Every save inserts a new row with an auto-incremented version_number. The newly-saved version becomes is_active=TRUE; the prior active version is demoted. A unique partial index enforces "exactly one active version per domain."

Reads everywhere (src/lib/curation.js for JS, scraper/curation_loader.py for Python) hit a 5-minute in-process cache.

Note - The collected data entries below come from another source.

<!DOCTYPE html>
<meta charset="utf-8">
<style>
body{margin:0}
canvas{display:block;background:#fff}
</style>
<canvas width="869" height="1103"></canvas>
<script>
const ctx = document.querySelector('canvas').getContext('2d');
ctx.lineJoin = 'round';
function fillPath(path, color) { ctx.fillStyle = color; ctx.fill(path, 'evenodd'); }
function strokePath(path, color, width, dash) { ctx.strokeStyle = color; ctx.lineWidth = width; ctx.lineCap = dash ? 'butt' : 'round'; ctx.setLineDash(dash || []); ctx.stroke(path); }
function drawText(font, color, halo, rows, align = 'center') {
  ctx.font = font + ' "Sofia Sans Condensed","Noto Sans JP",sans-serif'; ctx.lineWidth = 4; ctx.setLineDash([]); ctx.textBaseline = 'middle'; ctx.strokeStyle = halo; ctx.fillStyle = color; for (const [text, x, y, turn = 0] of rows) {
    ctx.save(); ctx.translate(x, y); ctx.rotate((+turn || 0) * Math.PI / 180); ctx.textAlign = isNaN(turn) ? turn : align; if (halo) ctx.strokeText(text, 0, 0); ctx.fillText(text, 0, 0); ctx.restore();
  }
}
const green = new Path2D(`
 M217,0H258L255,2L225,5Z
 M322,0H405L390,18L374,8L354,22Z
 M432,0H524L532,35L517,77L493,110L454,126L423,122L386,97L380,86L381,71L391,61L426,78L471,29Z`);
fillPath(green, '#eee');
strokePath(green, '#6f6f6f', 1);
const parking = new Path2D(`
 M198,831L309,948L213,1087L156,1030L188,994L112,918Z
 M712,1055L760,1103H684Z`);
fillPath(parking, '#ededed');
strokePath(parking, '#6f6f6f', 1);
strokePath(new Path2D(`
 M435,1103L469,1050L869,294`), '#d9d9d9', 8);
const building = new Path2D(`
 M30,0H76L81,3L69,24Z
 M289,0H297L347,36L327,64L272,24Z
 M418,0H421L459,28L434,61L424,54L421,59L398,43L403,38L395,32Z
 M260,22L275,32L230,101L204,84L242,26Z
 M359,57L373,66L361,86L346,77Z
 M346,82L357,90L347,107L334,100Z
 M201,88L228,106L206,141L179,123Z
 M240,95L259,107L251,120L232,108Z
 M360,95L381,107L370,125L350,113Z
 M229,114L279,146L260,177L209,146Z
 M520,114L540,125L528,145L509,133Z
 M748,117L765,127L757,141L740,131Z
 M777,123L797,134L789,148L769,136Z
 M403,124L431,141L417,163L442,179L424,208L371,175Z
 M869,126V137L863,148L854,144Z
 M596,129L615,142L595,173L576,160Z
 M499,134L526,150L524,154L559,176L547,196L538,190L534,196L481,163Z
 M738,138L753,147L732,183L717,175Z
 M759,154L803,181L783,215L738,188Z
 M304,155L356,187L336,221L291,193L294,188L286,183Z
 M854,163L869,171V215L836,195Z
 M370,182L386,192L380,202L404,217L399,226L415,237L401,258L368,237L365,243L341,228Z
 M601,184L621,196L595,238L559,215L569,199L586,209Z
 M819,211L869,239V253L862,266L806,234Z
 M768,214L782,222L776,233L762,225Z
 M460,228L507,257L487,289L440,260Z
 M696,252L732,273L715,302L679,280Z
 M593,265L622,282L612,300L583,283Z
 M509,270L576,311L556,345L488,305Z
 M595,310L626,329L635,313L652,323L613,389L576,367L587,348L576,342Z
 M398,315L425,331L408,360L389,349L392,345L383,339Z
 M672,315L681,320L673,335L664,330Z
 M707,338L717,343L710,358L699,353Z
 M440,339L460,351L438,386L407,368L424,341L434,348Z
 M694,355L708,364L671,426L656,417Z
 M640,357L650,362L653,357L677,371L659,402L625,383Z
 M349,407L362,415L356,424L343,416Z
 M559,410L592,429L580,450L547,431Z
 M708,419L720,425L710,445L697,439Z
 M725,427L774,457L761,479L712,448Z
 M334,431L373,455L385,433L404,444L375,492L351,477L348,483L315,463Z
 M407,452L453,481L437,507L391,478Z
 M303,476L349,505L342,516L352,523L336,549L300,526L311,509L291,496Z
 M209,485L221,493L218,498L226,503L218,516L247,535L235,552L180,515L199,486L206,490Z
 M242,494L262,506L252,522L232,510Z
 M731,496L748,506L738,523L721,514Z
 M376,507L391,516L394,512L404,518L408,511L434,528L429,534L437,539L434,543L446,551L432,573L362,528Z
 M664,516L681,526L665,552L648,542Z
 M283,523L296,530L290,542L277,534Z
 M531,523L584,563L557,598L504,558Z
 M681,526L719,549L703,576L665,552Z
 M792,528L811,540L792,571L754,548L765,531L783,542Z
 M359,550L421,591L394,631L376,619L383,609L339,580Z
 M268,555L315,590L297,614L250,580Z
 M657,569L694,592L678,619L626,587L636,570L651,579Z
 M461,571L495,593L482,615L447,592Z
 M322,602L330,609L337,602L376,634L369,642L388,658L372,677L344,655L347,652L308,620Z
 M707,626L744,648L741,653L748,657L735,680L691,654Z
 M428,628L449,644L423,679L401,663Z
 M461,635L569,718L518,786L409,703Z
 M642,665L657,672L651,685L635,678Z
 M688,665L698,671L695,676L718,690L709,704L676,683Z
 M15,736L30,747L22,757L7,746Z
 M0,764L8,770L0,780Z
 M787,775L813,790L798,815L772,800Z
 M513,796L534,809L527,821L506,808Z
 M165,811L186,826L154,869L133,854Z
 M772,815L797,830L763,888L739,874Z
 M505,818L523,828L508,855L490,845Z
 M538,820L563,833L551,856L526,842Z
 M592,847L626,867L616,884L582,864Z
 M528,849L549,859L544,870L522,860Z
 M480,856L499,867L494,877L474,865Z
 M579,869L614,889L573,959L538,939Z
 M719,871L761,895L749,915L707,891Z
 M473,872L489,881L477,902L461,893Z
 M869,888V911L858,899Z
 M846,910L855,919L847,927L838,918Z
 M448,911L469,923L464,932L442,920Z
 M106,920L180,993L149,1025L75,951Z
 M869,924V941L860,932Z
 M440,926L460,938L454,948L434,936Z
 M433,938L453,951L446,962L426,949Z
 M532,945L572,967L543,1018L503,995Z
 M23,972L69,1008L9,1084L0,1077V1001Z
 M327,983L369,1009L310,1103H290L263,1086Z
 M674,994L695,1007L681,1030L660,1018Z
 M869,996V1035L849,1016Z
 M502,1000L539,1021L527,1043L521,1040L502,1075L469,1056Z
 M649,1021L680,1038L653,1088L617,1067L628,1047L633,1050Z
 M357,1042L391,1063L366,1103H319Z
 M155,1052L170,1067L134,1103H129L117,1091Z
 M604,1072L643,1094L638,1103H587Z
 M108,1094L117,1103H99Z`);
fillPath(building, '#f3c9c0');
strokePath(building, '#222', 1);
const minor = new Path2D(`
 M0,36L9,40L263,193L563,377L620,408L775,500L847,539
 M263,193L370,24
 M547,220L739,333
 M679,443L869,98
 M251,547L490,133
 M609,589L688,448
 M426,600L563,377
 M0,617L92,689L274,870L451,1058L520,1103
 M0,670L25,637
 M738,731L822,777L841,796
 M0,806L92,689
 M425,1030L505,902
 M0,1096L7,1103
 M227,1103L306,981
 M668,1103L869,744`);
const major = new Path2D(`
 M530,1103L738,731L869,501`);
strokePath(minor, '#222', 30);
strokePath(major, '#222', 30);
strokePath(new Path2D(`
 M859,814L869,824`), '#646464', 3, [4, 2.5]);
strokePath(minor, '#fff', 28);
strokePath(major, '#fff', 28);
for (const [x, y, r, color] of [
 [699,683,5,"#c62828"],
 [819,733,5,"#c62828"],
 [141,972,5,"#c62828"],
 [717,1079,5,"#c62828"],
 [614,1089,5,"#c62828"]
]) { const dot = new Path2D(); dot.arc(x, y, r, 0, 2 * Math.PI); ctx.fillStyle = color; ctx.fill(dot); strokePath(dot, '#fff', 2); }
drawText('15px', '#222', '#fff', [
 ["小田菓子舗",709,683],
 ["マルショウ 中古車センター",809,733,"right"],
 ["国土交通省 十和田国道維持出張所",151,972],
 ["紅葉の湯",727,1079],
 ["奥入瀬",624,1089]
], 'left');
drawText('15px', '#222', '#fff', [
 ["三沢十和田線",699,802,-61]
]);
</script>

A save busts the cache so the next request sees the change.

Every save also writes a manual_dispatches audit row capturing action='curation_update', target domain, actor (from x-admin-user header if supplied), and payload.

Rollback

Use /admin/curation/[domain]/rollback to re-activate an older version. The system inserts a new row pointing at the same payload as the old version (so the audit trail stays linear) and flips active.